### Work required
Your task is to copy every line of the entries that contains "Hubert".

### Recorded information
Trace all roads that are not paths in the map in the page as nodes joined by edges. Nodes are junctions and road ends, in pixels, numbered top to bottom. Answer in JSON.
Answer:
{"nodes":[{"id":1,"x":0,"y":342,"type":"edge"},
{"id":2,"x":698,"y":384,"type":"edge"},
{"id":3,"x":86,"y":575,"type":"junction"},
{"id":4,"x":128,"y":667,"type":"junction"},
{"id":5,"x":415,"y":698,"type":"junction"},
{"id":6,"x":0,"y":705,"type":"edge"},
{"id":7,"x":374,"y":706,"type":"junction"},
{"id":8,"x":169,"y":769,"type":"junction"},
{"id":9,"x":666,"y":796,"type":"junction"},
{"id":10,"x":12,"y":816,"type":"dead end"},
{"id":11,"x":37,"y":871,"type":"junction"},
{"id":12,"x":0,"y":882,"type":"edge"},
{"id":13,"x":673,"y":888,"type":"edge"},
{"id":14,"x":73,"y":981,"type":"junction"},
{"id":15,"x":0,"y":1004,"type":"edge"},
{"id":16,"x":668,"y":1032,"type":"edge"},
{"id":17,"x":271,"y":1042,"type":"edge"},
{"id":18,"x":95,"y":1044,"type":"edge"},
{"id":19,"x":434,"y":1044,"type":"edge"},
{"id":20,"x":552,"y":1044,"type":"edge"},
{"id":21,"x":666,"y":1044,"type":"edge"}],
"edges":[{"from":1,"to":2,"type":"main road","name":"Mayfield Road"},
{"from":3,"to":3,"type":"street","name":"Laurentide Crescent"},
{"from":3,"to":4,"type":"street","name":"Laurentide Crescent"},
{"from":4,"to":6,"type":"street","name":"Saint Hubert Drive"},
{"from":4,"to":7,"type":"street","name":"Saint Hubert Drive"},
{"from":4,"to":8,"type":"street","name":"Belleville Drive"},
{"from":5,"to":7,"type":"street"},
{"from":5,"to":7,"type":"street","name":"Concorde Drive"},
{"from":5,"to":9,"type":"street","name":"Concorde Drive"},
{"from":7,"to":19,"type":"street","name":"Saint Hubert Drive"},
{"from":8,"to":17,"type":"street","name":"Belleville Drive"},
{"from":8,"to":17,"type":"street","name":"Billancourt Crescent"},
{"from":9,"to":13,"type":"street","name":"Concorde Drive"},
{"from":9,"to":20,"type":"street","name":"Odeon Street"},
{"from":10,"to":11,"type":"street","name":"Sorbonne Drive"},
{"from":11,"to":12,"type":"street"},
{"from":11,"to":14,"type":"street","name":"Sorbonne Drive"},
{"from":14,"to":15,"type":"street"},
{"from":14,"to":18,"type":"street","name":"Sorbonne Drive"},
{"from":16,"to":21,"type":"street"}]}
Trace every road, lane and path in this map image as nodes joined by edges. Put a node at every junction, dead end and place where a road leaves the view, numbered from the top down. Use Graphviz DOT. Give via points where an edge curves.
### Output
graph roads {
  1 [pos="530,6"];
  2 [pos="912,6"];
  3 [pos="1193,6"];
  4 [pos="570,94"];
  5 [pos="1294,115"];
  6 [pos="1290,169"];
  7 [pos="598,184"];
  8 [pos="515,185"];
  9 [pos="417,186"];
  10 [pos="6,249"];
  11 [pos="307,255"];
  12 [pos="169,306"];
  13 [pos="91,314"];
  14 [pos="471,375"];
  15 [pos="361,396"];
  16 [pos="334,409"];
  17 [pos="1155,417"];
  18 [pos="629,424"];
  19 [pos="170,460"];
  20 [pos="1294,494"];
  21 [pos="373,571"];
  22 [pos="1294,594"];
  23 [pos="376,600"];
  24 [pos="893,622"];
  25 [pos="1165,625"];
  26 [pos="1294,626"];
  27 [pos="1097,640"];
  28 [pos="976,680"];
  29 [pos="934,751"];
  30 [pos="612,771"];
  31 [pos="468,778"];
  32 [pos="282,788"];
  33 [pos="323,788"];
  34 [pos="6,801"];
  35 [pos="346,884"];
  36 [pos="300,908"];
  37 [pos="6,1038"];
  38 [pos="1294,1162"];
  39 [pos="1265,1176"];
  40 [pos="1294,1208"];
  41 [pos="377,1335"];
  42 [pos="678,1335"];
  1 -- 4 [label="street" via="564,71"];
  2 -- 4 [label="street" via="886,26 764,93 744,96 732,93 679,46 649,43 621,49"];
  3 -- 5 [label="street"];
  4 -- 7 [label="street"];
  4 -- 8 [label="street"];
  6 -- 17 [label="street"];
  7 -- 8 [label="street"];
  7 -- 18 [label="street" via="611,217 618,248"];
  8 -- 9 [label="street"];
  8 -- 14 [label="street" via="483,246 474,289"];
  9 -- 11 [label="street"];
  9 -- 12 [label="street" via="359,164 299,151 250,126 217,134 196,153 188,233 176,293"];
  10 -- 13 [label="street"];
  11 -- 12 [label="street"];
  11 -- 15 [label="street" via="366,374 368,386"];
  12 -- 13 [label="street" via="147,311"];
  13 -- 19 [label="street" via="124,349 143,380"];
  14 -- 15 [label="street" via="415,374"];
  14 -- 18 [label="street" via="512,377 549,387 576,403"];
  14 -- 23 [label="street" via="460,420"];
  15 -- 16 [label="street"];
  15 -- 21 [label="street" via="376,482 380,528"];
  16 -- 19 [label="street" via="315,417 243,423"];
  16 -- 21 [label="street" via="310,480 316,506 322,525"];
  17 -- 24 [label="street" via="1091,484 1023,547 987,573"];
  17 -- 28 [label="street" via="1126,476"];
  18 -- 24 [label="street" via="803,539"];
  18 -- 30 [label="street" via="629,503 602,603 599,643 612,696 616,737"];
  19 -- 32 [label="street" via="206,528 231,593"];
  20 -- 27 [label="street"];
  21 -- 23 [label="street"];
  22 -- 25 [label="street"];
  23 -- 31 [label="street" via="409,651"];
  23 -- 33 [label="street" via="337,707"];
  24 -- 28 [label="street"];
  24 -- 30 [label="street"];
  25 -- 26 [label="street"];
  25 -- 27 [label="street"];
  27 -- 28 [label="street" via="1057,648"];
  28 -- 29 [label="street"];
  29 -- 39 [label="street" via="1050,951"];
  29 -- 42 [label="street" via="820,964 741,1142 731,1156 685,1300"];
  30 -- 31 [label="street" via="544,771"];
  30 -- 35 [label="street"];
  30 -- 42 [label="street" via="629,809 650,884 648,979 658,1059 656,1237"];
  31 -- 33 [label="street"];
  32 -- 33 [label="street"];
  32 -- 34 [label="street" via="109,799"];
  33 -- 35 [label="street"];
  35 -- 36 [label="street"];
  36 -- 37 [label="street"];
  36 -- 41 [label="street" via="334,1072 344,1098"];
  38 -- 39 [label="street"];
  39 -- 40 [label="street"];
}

### Exercise result
{"from":4,"to":6,"type":"street","name":"Saint Hubert Drive"},
{"from":4,"to":7,"type":"street","name":"Saint Hubert Drive"},
{"from":7,"to":19,"type":"street","name":"Saint Hubert Drive"},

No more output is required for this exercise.